## EXERCISE DATA
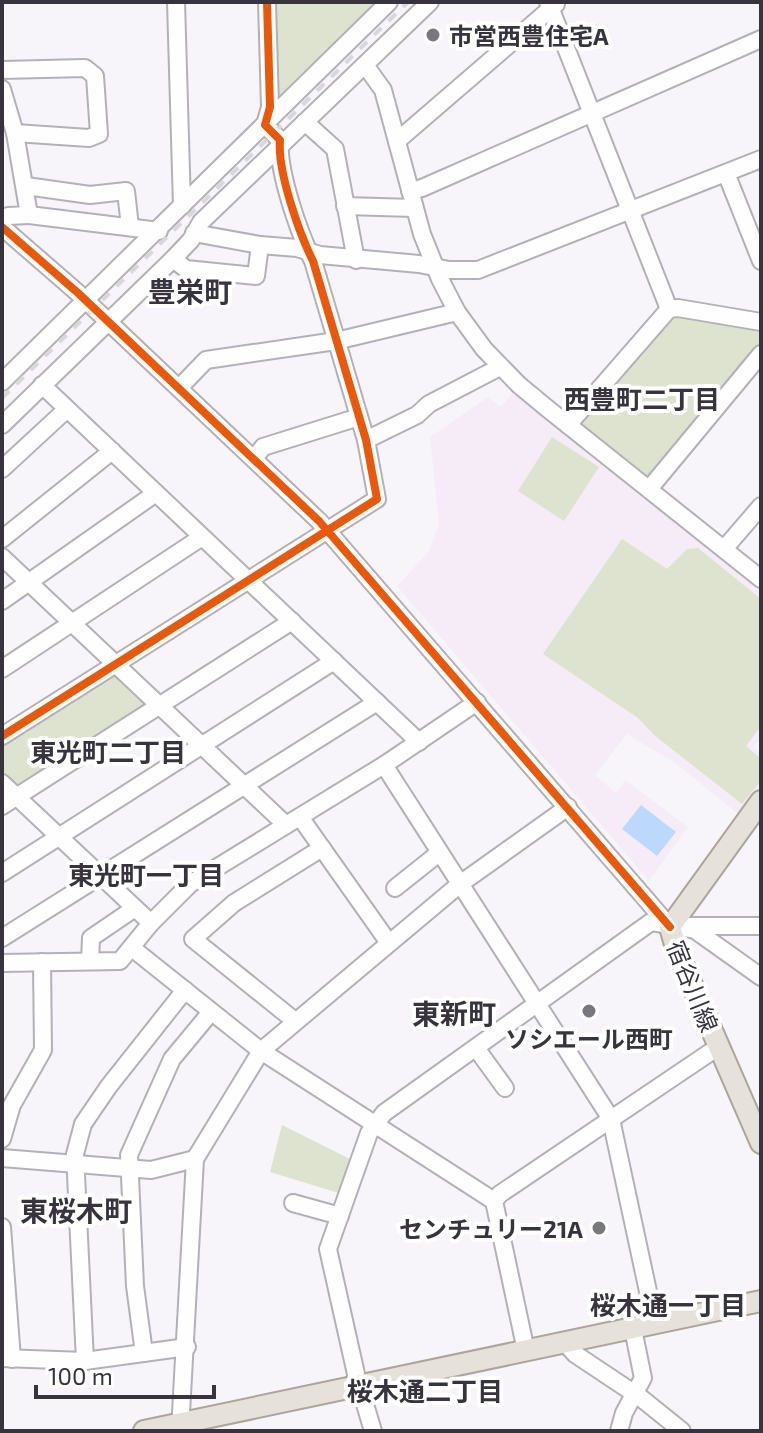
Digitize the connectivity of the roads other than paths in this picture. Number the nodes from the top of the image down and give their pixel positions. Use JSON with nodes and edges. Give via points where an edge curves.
{"nodes":[{"id":1,"x":176,"y":2,"type":"edge"},
{"id":2,"x":267,"y":2,"type":"edge"},
{"id":3,"x":389,"y":2,"type":"edge"},
{"id":4,"x":430,"y":2,"type":"edge"},
{"id":5,"x":553,"y":4,"type":"edge"},
{"id":6,"x":761,"y":39,"type":"edge"},
{"id":7,"x":365,"y":65,"type":"junction"},
{"id":8,"x":2,"y":70,"type":"edge"},
{"id":9,"x":2,"y":89,"type":"edge"},
{"id":10,"x":592,"y":112,"type":"junction"},
{"id":11,"x":305,"y":122,"type":"junction"},
{"id":12,"x":265,"y":125,"type":"junction"},
{"id":13,"x":15,"y":133,"type":"junction"},
{"id":14,"x":397,"y":141,"type":"junction"},
{"id":15,"x":280,"y":147,"type":"junction"},
{"id":16,"x":761,"y":159,"type":"edge"},
{"id":17,"x":726,"y":173,"type":"junction"},
{"id":18,"x":26,"y":186,"type":"junction"},
{"id":19,"x":410,"y":191,"type":"junction"},
{"id":20,"x":182,"y":206,"type":"junction"},
{"id":21,"x":345,"y":206,"type":"junction"},
{"id":22,"x":414,"y":208,"type":"junction"},
{"id":23,"x":631,"y":211,"type":"junction"},
{"id":24,"x":29,"y":215,"type":"junction"},
{"id":25,"x":2,"y":221,"type":"edge"},
{"id":26,"x":2,"y":227,"type":"edge"},
{"id":27,"x":130,"y":227,"type":"junction"},
{"id":28,"x":159,"y":231,"type":"junction"},
{"id":29,"x":194,"y":233,"type":"junction"},
{"id":30,"x":260,"y":245,"type":"junction"},
{"id":31,"x":309,"y":252,"type":"junction"},
{"id":32,"x":173,"y":259,"type":"junction"},
{"id":33,"x":761,"y":259,"type":"edge"},
{"id":34,"x":356,"y":260,"type":"junction"},
{"id":35,"x":434,"y":267,"type":"junction"},
{"id":36,"x":85,"y":300,"type":"junction"},
{"id":37,"x":669,"y":309,"type":"junction"},
{"id":38,"x":457,"y":312,"type":"junction"},
{"id":39,"x":107,"y":321,"type":"junction"},
{"id":40,"x":761,"y":322,"type":"edge"},
{"id":41,"x":336,"y":341,"type":"junction"},
{"id":42,"x":761,"y":354,"type":"edge"},
{"id":43,"x":500,"y":367,"type":"junction"},
{"id":44,"x":2,"y":382,"type":"edge"},
{"id":45,"x":42,"y":385,"type":"junction"},
{"id":46,"x":179,"y":388,"type":"junction"},
{"id":47,"x":67,"y":409,"type":"junction"},
{"id":48,"x":359,"y":417,"type":"junction"},
{"id":49,"x":2,"y":425,"type":"edge"},
{"id":50,"x":568,"y":425,"type":"junction"},
{"id":51,"x":366,"y":440,"type":"junction"},
{"id":52,"x":112,"y":451,"type":"junction"},
{"id":53,"x":254,"y":459,"type":"junction"},
{"id":54,"x":2,"y":469,"type":"edge"},
{"id":55,"x":649,"y":489,"type":"junction"},
{"id":56,"x":156,"y":493,"type":"junction"},
{"id":57,"x":761,"y":506,"type":"edge"},
{"id":58,"x":327,"y":530,"type":"junction"},
{"id":59,"x":202,"y":537,"type":"junction"},
{"id":60,"x":2,"y":539,"type":"edge"},
{"id":61,"x":724,"y":549,"type":"junction"},
{"id":62,"x":2,"y":557,"type":"edge"},
{"id":63,"x":247,"y":579,"type":"junction"},
{"id":64,"x":761,"y":579,"type":"edge"},
{"id":65,"x":29,"y":583,"type":"junction"},
{"id":66,"x":2,"y":601,"type":"edge"},
{"id":67,"x":292,"y":621,"type":"junction"},
{"id":68,"x":72,"y":623,"type":"junction"},
{"id":69,"x":334,"y":661,"type":"junction"},
{"id":70,"x":116,"y":665,"type":"junction"},
{"id":71,"x":2,"y":669,"type":"edge"},
{"id":72,"x":377,"y":702,"type":"junction"},
{"id":73,"x":477,"y":702,"type":"junction"},
{"id":74,"x":159,"y":706,"type":"junction"},
{"id":75,"x":2,"y":736,"type":"edge"},
{"id":76,"x":419,"y":742,"type":"junction"},
{"id":77,"x":202,"y":746,"type":"junction"},
{"id":78,"x":384,"y":765,"type":"junction"},
{"id":79,"x":2,"y":783,"type":"edge"},
{"id":80,"x":245,"y":786,"type":"junction"},
{"id":81,"x":761,"y":801,"type":"edge"},
{"id":82,"x":9,"y":802,"type":"edge"},
{"id":83,"x":568,"y":807,"type":"junction"},
{"id":84,"x":293,"y":821,"type":"junction"},
{"id":85,"x":58,"y":837,"type":"junction"},
{"id":86,"x":322,"y":848,"type":"junction"},
{"id":87,"x":439,"y":853,"type":"junction"},
{"id":88,"x":2,"y":873,"type":"edge"},
{"id":89,"x":101,"y":876,"type":"junction"},
{"id":90,"x":460,"y":884,"type":"junction"},
{"id":91,"x":395,"y":888,"type":"dead end"},
{"id":92,"x":135,"y":908,"type":"junction"},
{"id":93,"x":151,"y":923,"type":"junction"},
{"id":94,"x":761,"y":926,"type":"edge"},
{"id":95,"x":670,"y":927,"type":"junction"},
{"id":96,"x":2,"y":938,"type":"edge"},
{"id":97,"x":389,"y":943,"type":"junction"},
{"id":98,"x":132,"y":948,"type":"junction"},
{"id":99,"x":90,"y":961,"type":"junction"},
{"id":100,"x":42,"y":962,"type":"junction"},
{"id":101,"x":2,"y":963,"type":"edge"},
{"id":102,"x":761,"y":977,"type":"edge"},
{"id":103,"x":185,"y":990,"type":"junction"},
{"id":104,"x":536,"y":1005,"type":"junction"},
{"id":105,"x":211,"y":1012,"type":"junction"},
{"id":106,"x":295,"y":1021,"type":"junction"},
{"id":107,"x":718,"y":1047,"type":"junction"},
{"id":108,"x":476,"y":1048,"type":"junction"},
{"id":109,"x":261,"y":1051,"type":"junction"},
{"id":110,"x":505,"y":1088,"type":"dead end"},
{"id":111,"x":611,"y":1119,"type":"junction"},
{"id":112,"x":375,"y":1124,"type":"junction"},
{"id":113,"x":2,"y":1139,"type":"edge"},
{"id":114,"x":761,"y":1143,"type":"edge"},
{"id":115,"x":2,"y":1158,"type":"edge"},
{"id":116,"x":195,"y":1159,"type":"junction"},
{"id":117,"x":74,"y":1163,"type":"junction"},
{"id":118,"x":129,"y":1168,"type":"junction"},
{"id":119,"x":494,"y":1201,"type":"junction"},
{"id":120,"x":293,"y":1203,"type":"dead end"},
{"id":121,"x":340,"y":1216,"type":"junction"},
{"id":122,"x":2,"y":1227,"type":"edge"},
{"id":123,"x":761,"y":1301,"type":"edge"},
{"id":124,"x":655,"y":1324,"type":"junction"},
{"id":125,"x":633,"y":1329,"type":"junction"},
{"id":126,"x":566,"y":1344,"type":"junction"},
{"id":127,"x":187,"y":1347,"type":"junction"},
{"id":128,"x":526,"y":1351,"type":"junction"},
{"id":129,"x":144,"y":1353,"type":"junction"},
{"id":130,"x":7,"y":1358,"type":"edge"},
{"id":131,"x":85,"y":1361,"type":"junction"},
{"id":132,"x":361,"y":1387,"type":"junction"},
{"id":133,"x":635,"y":1395,"type":"junction"},
{"id":134,"x":180,"y":1427,"type":"edge"},
{"id":135,"x":144,"y":1431,"type":"edge"},
{"id":136,"x":373,"y":1431,"type":"edge"},
{"id":137,"x":619,"y":1431,"type":"edge"},
{"id":138,"x":682,"y":1431,"type":"edge"}],
"edges":[{"from":1,"to":20,"type":"street"},
{"from":2,"to":12,"type":"street","via":[[270,107]]},
{"from":3,"to":12,"type":"street"},
{"from":4,"to":7,"type":"street"},
{"from":5,"to":10,"type":"street"},
{"from":5,"to":14,"type":"street"},
{"from":6,"to":10,"type":"street"},
{"from":7,"to":11,"type":"street"},
{"from":7,"to":14,"type":"street","via":[[383,90]]},
{"from":8,"to":13,"type":"street","via":[[85,68],[95,76],[99,134],[89,138]]},
{"from":9,"to":13,"type":"street"},
{"from":10,"to":19,"type":"street"},
{"from":10,"to":23,"type":"street"},
{"from":11,"to":15,"type":"street"},
{"from":11,"to":21,"type":"street","via":[[335,149]]},
{"from":12,"to":15,"type":"street"},
{"from":12,"to":20,"type":"street"},
{"from":13,"to":18,"type":"street"},
{"from":14,"to":19,"type":"street"},
{"from":15,"to":29,"type":"street"},
{"from":15,"to":31,"type":"street"},
{"from":16,"to":17,"type":"street"},
{"from":17,"to":23,"type":"street"},
{"from":17,"to":33,"type":"street"},
{"from":18,"to":24,"type":"street"},
{"from":18,"to":27,"type":"street","via":[[90,195],[126,191]]},
{"from":19,"to":22,"type":"street"},
{"from":20,"to":28,"type":"street"},
{"from":21,"to":22,"type":"street"},
{"from":21,"to":34,"type":"street"},
{"from":22,"to":35,"type":"street"},
{"from":23,"to":35,"type":"street","via":[[487,268]]},
{"from":23,"to":37,"type":"street"},
{"from":24,"to":25,"type":"street"},
{"from":24,"to":27,"type":"street"},
{"from":26,"to":36,"type":"street"},
{"from":27,"to":28,"type":"street"},
{"from":28,"to":36,"type":"street"},
{"from":29,"to":30,"type":"street"},
{"from":29,"to":32,"type":"street"},
{"from":30,"to":31,"type":"street"},
{"from":30,"to":32,"type":"street","via":[[256,276],[186,269]]},
{"from":31,"to":34,"type":"street"},
{"from":31,"to":41,"type":"street"},
{"from":32,"to":39,"type":"street"},
{"from":34,"to":35,"type":"street"},
{"from":35,"to":38,"type":"street"},
{"from":36,"to":39,"type":"street"},
{"from":36,"to":44,"type":"street"},
{"from":37,"to":40,"type":"street"},
{"from":37,"to":50,"type":"street"},
{"from":38,"to":41,"type":"street"},
{"from":38,"to":43,"type":"street"},
{"from":39,"to":45,"type":"street"},
{"from":39,"to":46,"type":"street"},
{"from":41,"to":46,"type":"street","via":[[206,360]]},
{"from":41,"to":48,"type":"street"},
{"from":42,"to":55,"type":"street"},
{"from":43,"to":50,"type":"street"},
{"from":43,"to":51,"type":"street"},
{"from":45,"to":47,"type":"street"},
{"from":45,"to":49,"type":"street"},
{"from":46,"to":53,"type":"street"},
{"from":47,"to":52,"type":"street"},
{"from":47,"to":54,"type":"street"},
{"from":48,"to":51,"type":"street"},
{"from":48,"to":53,"type":"street","via":[[263,447]]},
{"from":50,"to":55,"type":"street"},
{"from":51,"to":58,"type":"street","via":[[377,499]]},
{"from":52,"to":56,"type":"street"},
{"from":52,"to":60,"type":"street"},
{"from":53,"to":58,"type":"street"},
{"from":55,"to":61,"type":"street"},
{"from":56,"to":59,"type":"street"},
{"from":56,"to":65,"type":"street"},
{"from":57,"to":61,"type":"street"},
{"from":58,"to":63,"type":"street"},
{"from":58,"to":73,"type":"street"},
{"from":59,"to":63,"type":"street"},
{"from":59,"to":68,"type":"street"},
{"from":61,"to":64,"type":"street"},
{"from":62,"to":65,"type":"street"},
{"from":63,"to":67,"type":"street"},
{"from":63,"to":70,"type":"street"},
{"from":65,"to":66,"type":"street"},
{"from":65,"to":68,"type":"street"},
{"from":67,"to":69,"type":"street"},
{"from":67,"to":74,"type":"street"},
{"from":68,"to":70,"type":"street"},
{"from":68,"to":71,"type":"street"},
{"from":69,"to":72,"type":"street"},
{"from":69,"to":77,"type":"street"},
{"from":70,"to":74,"type":"street"},
{"from":70,"to":75,"type":"street"},
{"from":72,"to":76,"type":"street"},
{"from":72,"to":80,"type":"street"},
{"from":73,"to":76,"type":"street"},
{"from":73,"to":83,"type":"street"},
{"from":74,"to":77,"type":"street"},
{"from":74,"to":82,"type":"street"},
{"from":76,"to":78,"type":"street"},
{"from":77,"to":80,"type":"street"},
{"from":77,"to":85,"type":"street"},
{"from":78,"to":84,"type":"street"},
{"from":78,"to":87,"type":"street"},
{"from":79,"to":82,"type":"street"},
{"from":80,"to":84,"type":"street"},
{"from":80,"to":89,"type":"street"},
{"from":81,"to":95,"type":"main road","name":"宿谷川線"},
{"from":82,"to":85,"type":"street"},
{"from":83,"to":90,"type":"street"},
{"from":83,"to":95,"type":"street"},
{"from":84,"to":86,"type":"street"},
{"from":84,"to":93,"type":"street","via":[[190,884]]},
{"from":85,"to":88,"type":"street"},
{"from":85,"to":89,"type":"street"},
{"from":86,"to":97,"type":"street"},
{"from":86,"to":106,"type":"street","via":[[234,903],[193,939]]},
{"from":87,"to":90,"type":"street"},
{"from":87,"to":91,"type":"street"},
{"from":89,"to":92,"type":"street"},
{"from":89,"to":96,"type":"street"},
{"from":90,"to":97,"type":"street"},
{"from":90,"to":104,"type":"street"},
{"from":92,"to":93,"type":"street"},
{"from":92,"to":99,"type":"street","via":[[91,938]]},
{"from":93,"to":98,"type":"street"},
{"from":94,"to":95,"type":"street"},
{"from":95,"to":102,"type":"street","via":[[695,930]]},
{"from":95,"to":104,"type":"street","via":[[651,922],[644,926]]},
{"from":95,"to":107,"type":"main road","name":"宿谷川線"},
{"from":97,"to":106,"type":"street"},
{"from":98,"to":99,"type":"street","via":[[120,961]]},
{"from":98,"to":103,"type":"street"},
{"from":99,"to":100,"type":"street"},
{"from":100,"to":101,"type":"street"},
{"from":100,"to":113,"type":"street","via":[[43,1050],[12,1105]]},
{"from":103,"to":105,"type":"street"},
{"from":103,"to":117,"type":"street","via":[[83,1124]]},
{"from":104,"to":108,"type":"street"},
{"from":104,"to":111,"type":"street"},
{"from":105,"to":109,"type":"street"},
{"from":105,"to":118,"type":"street","via":[[172,1059],[129,1155]]},
{"from":106,"to":109,"type":"street"},
{"from":107,"to":111,"type":"street"},
{"from":107,"to":114,"type":"main road","name":"宿谷川線"},
{"from":108,"to":110,"type":"street"},
{"from":108,"to":112,"type":"street"},
{"from":109,"to":112,"type":"street"},
{"from":109,"to":116,"type":"street"},
{"from":111,"to":119,"type":"street"},
{"from":111,"to":124,"type":"street"},
{"from":112,"to":119,"type":"street"},
{"from":112,"to":121,"type":"street"},
{"from":115,"to":117,"type":"street"},
{"from":116,"to":118,"type":"street","via":[[151,1170]]},
{"from":116,"to":127,"type":"street"},
{"from":117,"to":118,"type":"street"},
{"from":117,"to":131,"type":"street"},
{"from":118,"to":129,"type":"street"},
{"from":119,"to":128,"type":"street"},
{"from":120,"to":121,"type":"street"},
{"from":121,"to":132,"type":"street","via":[[328,1249]]},
{"from":122,"to":130,"type":"street"},
{"from":123,"to":124,"type":"main road"},
{"from":124,"to":125,"type":"main road"},
{"from":125,"to":126,"type":"main road"},
{"from":125,"to":133,"type":"street","via":[[643,1378]]},
{"from":126,"to":128,"type":"main road"},
{"from":126,"to":133,"type":"street"},
{"from":127,"to":129,"type":"street"},
{"from":127,"to":134,"type":"street"},
{"from":128,"to":132,"type":"main road"},
{"from":129,"to":131,"type":"street"},
{"from":130,"to":131,"type":"street"},
{"from":132,"to":134,"type":"main road"},
{"from":132,"to":136,"type":"street"},
{"from":133,"to":137,"type":"street"},
{"from":133,"to":138,"type":"street"},
{"from":134,"to":135,"type":"main road"}]}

## WHAT NEEDS TO BE DONE
Each line of the entries that contains the word "宿谷川線" should be listed.

## FINAL ANSWER
{"from":81,"to":95,"type":"main road","name":"宿谷川線"},
{"from":95,"to":107,"type":"main road","name":"宿谷川線"},
{"from":107,"to":114,"type":"main road","name":"宿谷川線"},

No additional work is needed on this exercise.